AFP/Conakry
Guinea identified the Ebola virus yesterday as the source of a highly contagious epidemic raging through its southern forests, as the death toll rose to 34.
Experts in the west African nation had been unable to identify the disease, whose symptoms—diarrhoea, vomiting and bleeding—were first observed six weeks ago, but scientists in the French city of Lyon confirmed it was Ebola, the Guinean health ministry said.
“We got the first results from Lyon yesterday (Friday) which informed us of the presence of the Ebola virus as the cause of this outbreak,” Sakoba Keita, the ministry’s chief disease prevention officer told AFP.
“Up to today we have identified 49 cases with 34 deaths in four prefectures.”

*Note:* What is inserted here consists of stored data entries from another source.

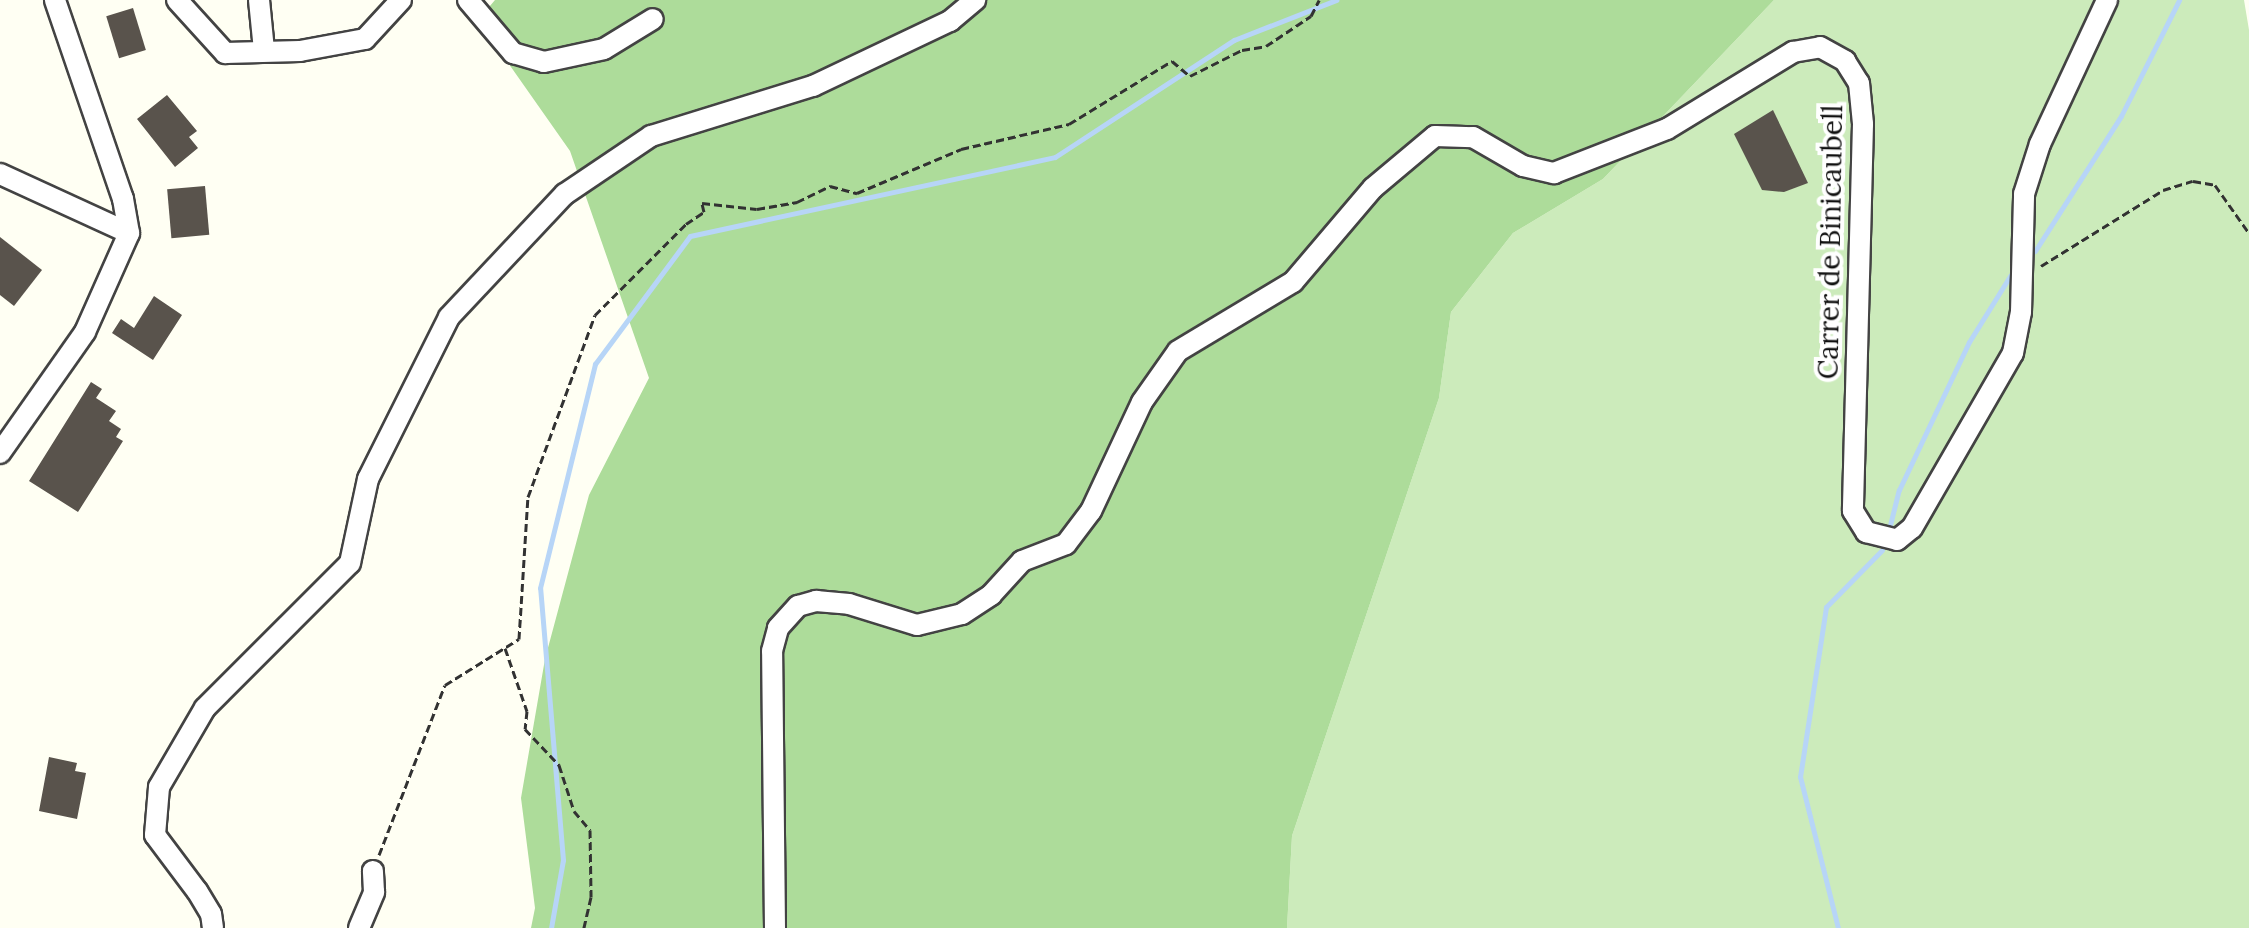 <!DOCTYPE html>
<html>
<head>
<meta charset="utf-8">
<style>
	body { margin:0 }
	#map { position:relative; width:2249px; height:928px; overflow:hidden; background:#fffff3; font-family:Lora,serif }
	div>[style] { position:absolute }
	.green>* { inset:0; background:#ccebbb }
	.forest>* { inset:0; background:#addc9a }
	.stream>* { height:5px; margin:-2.5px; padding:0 2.5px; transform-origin:2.5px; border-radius:2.5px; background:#b7d5f7 }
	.building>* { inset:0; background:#59534c; transform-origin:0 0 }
	.path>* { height:3px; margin-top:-1.5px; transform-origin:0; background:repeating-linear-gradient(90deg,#323232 0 8px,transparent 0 12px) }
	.roads { filter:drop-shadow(2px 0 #434343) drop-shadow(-2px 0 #434343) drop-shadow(0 2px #434343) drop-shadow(0 -2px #434343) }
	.minor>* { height:20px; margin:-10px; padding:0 10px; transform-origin:10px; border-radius:10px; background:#fff }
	span { translate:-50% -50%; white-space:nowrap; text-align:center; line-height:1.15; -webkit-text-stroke:8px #fff; paint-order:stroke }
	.street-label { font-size:28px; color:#101010 }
</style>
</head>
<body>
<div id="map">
	<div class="green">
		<i style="clip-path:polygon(1774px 0,2244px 0,2249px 30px,2249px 928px,1287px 928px,1292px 836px,1439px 398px,1451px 312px,1513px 233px,1603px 179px)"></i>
	</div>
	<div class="forest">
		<i style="clip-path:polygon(495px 0,1774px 0,1603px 179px,1513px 233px,1451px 312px,1439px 398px,1292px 836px,1287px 928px,531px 928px,535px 908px,521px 798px,545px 659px,589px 495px,649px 378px,570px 151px,478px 20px)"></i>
	</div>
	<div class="stream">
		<i style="left:2035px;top:251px;width:160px;rotate:-57.5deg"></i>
		<i style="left:2121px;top:116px;width:130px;rotate:-63.4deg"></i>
		<i style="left:1890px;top:525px;width:36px;rotate:-76deg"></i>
		<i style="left:1899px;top:490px;width:164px;rotate:-64.7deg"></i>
		<i style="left:1969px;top:342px;width:78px;rotate:-58.2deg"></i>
		<i style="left:551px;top:928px;width:69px;rotate:-80deg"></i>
		<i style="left:563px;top:860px;width:273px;rotate:-94.8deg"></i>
		<i style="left:540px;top:588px;width:231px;rotate:-76.2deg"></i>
		<i style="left:595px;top:364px;width:159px;rotate:-53.4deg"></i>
		<i style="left:690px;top:236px;width:373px;rotate:-12.2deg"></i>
		<i style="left:1055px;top:157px;width:214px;rotate:-33.2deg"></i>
		<i style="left:1234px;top:40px;width:110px;rotate:-21.4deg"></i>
		<i style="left:1838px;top:928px;width:156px;rotate:-104.1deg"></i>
		<i style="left:1800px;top:777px;width:172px;rotate:-81.3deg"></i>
		<i style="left:1826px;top:607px;width:80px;rotate:-45.5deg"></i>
	</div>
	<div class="building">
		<i style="left:133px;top:8px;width:44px;height:28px;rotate:73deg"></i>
		<i style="clip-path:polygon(167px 95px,197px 131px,189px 137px,198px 148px,175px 167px,137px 119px)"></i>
		<i style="clip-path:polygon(1773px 110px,1808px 183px,1784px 192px,1762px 190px,1734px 134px)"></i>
		<i style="left:205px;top:186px;width:49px;height:38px;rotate:85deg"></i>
		<i style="clip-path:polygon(0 237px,42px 270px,14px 306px,0 295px)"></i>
		<i style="clip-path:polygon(154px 296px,182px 315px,153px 360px,112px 333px,121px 319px,134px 328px)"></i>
		<i style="clip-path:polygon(91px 382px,102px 389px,96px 398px,116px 411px,109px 421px,121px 429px,116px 437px,123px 441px,78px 512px,29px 481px)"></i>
		<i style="clip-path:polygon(49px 757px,77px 763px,75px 771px,86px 773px,77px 819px,39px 811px)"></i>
	</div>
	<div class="path">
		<i style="left:2041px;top:266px;width:144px;rotate:-31.9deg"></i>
		<i style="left:2163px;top:190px;width:31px;rotate:-17deg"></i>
		<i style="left:2193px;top:181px;width:22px;rotate:10deg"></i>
		<i style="left:2215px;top:185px;width:59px;rotate:54.7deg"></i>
		<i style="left:505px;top:648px;width:67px;rotate:70.8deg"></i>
		<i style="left:527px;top:711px;width:18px;rotate:96deg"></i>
		<i style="left:525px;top:729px;width:50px;rotate:46.6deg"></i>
		<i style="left:559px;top:765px;width:48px;rotate:71.9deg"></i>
		<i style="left:574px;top:811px;width:25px;rotate:50deg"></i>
		<i style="left:590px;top:830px;width:67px;rotate:89.1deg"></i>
		<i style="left:591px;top:897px;width:32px;rotate:103deg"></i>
		<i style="left:379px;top:855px;width:182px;rotate:-68.8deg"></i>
		<i style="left:445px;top:685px;width:87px;rotate:-31.9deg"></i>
		<i style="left:519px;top:639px;width:142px;rotate:-86.4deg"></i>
		<i style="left:528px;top:497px;width:194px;rotate:-69.8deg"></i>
		<i style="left:595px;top:315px;width:129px;rotate:-45deg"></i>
		<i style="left:686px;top:224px;width:22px;rotate:-34deg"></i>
		<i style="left:704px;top:212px;width:9px;rotate:-103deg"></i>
		<i style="left:702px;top:203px;width:55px;rotate:6.2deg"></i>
		<i style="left:757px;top:209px;width:41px;rotate:-9.9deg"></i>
		<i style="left:797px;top:202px;width:37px;rotate:-26deg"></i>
		<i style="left:830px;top:186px;width:28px;rotate:15deg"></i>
		<i style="left:857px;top:193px;width:113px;rotate:-22.9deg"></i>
		<i style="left:961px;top:149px;width:111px;rotate:-13deg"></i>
		<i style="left:1069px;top:124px;width:121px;rotate:-31.5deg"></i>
		<i style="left:1172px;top:61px;width:23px;rotate:40deg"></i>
		<i style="left:1190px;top:76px;width:58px;rotate:-26.6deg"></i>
		<i style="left:1242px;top:50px;width:24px;rotate:-9deg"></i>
		<i style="left:1266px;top:46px;width:54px;rotate:-33.7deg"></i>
		<i style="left:1311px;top:16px;width:18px;rotate:-63deg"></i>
	</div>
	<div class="roads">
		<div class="minor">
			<i style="left:177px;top:0;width:72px;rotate:47.8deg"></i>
			<i style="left:225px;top:53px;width:75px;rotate:-1.5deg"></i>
			<i style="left:300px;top:51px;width:66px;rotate:-10.5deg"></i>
			<i style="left:365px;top:39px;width:53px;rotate:-47.3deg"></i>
			<i style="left:259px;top:0;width:50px;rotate:84.3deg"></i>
			<i style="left:468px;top:0;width:70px;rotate:49.7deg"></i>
			<i style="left:513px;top:53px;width:32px;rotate:16deg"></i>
			<i style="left:544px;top:62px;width:61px;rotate:-12.2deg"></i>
			<i style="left:604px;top:49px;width:57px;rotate:-31.5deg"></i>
			<i style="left:0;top:174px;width:142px;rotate:24.6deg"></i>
			<i style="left:0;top:453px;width:148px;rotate:-54.9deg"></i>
			<i style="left:85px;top:332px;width:108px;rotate:-66deg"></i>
			<i style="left:129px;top:233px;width:35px;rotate:-100deg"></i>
			<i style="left:123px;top:199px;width:210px;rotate:-108.9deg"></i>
			<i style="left:213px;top:928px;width:14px;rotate:-98deg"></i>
			<i style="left:211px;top:914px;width:27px;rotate:-121deg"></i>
			<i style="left:197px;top:891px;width:70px;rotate:-126.9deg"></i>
			<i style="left:155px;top:835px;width:48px;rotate:-85.2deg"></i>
			<i style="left:159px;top:787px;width:91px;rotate:-59.8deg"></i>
			<i style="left:205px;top:708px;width:205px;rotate:-45deg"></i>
			<i style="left:350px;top:563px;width:86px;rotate:-77.9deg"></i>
			<i style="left:368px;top:479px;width:181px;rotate:-63.4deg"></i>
			<i style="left:449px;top:317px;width:169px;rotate:-46.7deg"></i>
			<i style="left:565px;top:194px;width:104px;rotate:-34deg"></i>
			<i style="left:651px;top:136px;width:170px;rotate:-17.2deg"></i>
			<i style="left:813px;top:86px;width:152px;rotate:-25.4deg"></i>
			<i style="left:950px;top:21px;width:33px;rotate:-40deg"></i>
			<i style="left:359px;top:928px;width:39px;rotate:-67deg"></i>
			<i style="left:374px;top:892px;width:21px;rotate:-93deg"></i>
			<i style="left:775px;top:928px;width:277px;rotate:-90.6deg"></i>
			<i style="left:772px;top:651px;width:24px;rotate:-75deg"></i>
			<i style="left:778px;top:628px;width:30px;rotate:-48deg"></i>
			<i style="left:798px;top:606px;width:19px;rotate:-16deg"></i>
			<i style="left:816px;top:601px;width:33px;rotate:5deg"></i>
			<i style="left:849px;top:604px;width:71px;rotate:17.2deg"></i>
			<i style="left:917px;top:625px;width:46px;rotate:-13.7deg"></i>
			<i style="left:962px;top:614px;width:35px;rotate:-33deg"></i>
			<i style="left:991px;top:595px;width:46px;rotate:-47.6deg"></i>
			<i style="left:1022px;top:561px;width:47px;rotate:-21.1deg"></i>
			<i style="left:1066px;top:544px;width:41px;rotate:-52.9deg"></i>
			<i style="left:1091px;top:511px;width:120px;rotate:-64.9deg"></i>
			<i style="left:1142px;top:402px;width:62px;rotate:-54.8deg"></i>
			<i style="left:1178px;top:351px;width:134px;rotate:-31deg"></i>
			<i style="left:1293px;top:282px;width:123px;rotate:-49.6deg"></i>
			<i style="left:1373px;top:188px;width:81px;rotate:-40deg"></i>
			<i style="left:1435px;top:136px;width:38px;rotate:2deg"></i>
			<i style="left:1473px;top:137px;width:58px;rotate:30.1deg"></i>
			<i style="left:1523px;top:166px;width:32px;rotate:13deg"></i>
			<i style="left:1554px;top:173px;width:121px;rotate:-21.3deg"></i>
			<i style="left:1667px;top:129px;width:148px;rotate:-31.4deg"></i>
			<i style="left:1793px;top:52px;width:27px;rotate:-10deg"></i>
			<i style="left:1820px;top:47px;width:29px;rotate:29deg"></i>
			<i style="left:1845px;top:61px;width:26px;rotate:58deg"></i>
			<i style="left:1859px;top:83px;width:41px;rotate:84.4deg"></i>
			<i style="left:1863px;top:124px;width:387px;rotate:91.5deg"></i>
			<i style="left:1853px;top:511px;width:25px;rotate:58deg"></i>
			<i style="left:1866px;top:532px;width:32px;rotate:14deg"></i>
			<i style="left:1897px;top:540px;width:19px;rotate:-39deg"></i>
			<i style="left:1912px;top:528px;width:202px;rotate:-60deg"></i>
			<i style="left:2013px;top:353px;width:42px;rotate:-79deg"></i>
			<i style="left:2021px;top:312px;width:118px;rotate:-88.5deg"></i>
			<i style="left:2024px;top:194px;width:52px;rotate:-72.3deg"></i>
			<i style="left:2040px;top:144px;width:159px;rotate:-65deg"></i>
		</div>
	</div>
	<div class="street-label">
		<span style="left:1830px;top:242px;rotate:-89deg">Carrer de Binicaubell</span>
	</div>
</div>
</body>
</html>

To date, no treatment or vaccine is available for Ebola, which kills between 25 and 90% of those who fall sick, depending on the strain of the virus, according to the World Health Organisation.
The disease is transmitted by direct contact with blood, faeces or sweat, or by sexual contact or unprotected handling of contaminated corpses.
Medical aid group Doctors Without Borders (MSF) said in a statement it would strengthen its team of 24 doctors, nurses, logisticians and experts in hygiene and sanitation already in Guinea.
The organisation has set up isolation units for suspected cases in the southern region of Nzerekore and is looking for people who may have had contact with the infected.
“These structures are essential to prevent the spread of the disease, which is highly contagious,” said MSF tropical medicine adviser Esther Sterk said.
“Specialised staff are providing care to patients showing signs of infection.”
MSF said it was sending around 33 tonnes of medicines and isolation, sanitation and protective equipment in two planes leaving from Belgium and France.
Ebola, one of the world’s most virulent diseases, was first discovered in the Democratic Republic of Congo (DRC) in 1976 and the country has had eight outbreaks.
The most recent epidemic, in the DRC, infected 62 people and left 34 dead between May and November 2012, according to the country’s health ministry.
There are fears it could be used in a biological weapons attack.
According to researchers, the virus multiplies quickly, overwhelming the immune system’s ability to fight the infection.
The French embassy in the Liberian capital Monrovia released a travel advisory warning French citizens against travel to the affected parts of Guinea or areas of northern Liberia near the border between the countries.
It said anyone who had to travel to southern Guinea should “strictly respect the hygiene rules, not consume the meat of animals killed by hunting and stay away from areas of high density of population like markets and football grounds”.
A medic in Monrovia told AFP on condition of anonymity that Liberia was at considerable risk from the disease.
“We have a 90% chance of having cases in Monrovia because about 80% of goods on the Liberian market come from Guinea,” he said.
An outbreak of haemorrhagic fever that has killed 29 people in Guinea may have spread across the border into neighbouring Sierra Leone, according to a World Health Organisation (WHO) document and a senior Sierra Leone health official.
WHO officials, however, suspect Lassa Fever may be behind the outbreak, cases of which have now also been reported in a border region in Sierra Leone, according to minutes of a March 18 teleconference.
Sierra Leone’s Chief Medical Officer Dr Brima Kargbo said authorities were investigating the case of a 14-year-old boy who died in the town of Buedu in the eastern Kailahun District.
The boy had travelled to Guinea to attend the funeral of one of the outbreak’s earlier victims. Kargbo said a medical team had been sent to Buedu to test those who came into contact with the boy before his death.
Ebola and Marburg are lethal diseases caused by similar viruses that are among the most virulent pathogens known to infect humans, the WHO says on its website.
Humans contract Lassa Fever, which is endemic in West Africa, from contact with food or household items contaminated with rodent faeces. The disease can then be transmitted from person to person.